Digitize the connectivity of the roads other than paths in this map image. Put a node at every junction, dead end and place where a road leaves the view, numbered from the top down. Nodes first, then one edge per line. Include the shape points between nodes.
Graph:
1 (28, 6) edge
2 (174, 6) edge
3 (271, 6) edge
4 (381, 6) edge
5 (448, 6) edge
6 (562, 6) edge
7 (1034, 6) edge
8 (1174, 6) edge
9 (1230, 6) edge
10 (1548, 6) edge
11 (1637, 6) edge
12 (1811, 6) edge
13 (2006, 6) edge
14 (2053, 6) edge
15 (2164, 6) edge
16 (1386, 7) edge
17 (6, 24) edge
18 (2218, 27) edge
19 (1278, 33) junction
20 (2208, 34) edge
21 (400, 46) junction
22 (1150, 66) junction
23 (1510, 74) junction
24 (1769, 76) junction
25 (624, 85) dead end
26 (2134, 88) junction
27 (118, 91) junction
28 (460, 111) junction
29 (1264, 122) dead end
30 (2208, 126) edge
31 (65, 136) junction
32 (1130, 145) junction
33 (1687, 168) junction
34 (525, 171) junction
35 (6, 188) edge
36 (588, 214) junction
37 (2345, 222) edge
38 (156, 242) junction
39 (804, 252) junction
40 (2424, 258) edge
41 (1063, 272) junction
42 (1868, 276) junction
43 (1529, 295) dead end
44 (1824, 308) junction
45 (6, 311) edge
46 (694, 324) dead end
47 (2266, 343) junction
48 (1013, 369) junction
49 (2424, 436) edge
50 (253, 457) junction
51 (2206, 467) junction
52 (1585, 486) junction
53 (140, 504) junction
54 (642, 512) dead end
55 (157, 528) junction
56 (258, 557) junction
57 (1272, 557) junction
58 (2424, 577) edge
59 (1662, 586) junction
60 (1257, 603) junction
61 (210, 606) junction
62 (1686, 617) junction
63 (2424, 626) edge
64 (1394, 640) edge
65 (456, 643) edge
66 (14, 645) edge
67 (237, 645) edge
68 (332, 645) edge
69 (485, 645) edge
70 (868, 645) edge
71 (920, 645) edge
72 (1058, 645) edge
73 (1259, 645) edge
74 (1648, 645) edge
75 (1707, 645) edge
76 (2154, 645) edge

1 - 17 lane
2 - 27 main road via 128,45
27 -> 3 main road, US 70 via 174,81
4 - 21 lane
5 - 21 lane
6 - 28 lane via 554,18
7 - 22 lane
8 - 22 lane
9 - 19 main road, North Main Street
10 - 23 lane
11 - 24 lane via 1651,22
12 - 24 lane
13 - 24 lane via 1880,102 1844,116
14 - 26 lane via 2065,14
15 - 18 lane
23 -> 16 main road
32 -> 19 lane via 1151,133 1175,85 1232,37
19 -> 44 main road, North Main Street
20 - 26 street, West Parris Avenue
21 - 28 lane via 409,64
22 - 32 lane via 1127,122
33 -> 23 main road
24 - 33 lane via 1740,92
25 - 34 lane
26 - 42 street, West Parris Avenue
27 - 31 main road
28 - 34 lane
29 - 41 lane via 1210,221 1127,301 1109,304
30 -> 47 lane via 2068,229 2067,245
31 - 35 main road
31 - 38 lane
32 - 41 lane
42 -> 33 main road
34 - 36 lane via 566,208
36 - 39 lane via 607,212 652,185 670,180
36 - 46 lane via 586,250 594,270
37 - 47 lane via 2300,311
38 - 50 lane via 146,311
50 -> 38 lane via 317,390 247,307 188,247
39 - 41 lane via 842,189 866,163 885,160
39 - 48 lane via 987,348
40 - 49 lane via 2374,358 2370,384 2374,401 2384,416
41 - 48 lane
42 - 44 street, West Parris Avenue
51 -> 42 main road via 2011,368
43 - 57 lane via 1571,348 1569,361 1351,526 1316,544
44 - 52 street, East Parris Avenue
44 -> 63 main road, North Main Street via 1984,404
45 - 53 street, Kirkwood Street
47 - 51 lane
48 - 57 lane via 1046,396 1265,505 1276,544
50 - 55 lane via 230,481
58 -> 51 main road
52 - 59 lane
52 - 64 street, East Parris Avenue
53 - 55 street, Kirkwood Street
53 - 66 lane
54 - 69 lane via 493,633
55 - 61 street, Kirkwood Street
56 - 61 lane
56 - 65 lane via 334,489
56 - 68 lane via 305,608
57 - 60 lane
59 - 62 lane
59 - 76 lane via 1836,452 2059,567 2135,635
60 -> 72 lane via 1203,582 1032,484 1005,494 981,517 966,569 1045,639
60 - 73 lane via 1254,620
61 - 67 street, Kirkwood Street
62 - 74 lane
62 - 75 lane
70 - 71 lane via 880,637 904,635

○ ○ ○

What this task involves:
Find the lines that mention "Kirkwood" in the entries and show them.

Answer to the exercise:
45 - 53 street, Kirkwood Street
53 - 55 street, Kirkwood Street
55 - 61 street, Kirkwood Street
61 - 67 street, Kirkwood Street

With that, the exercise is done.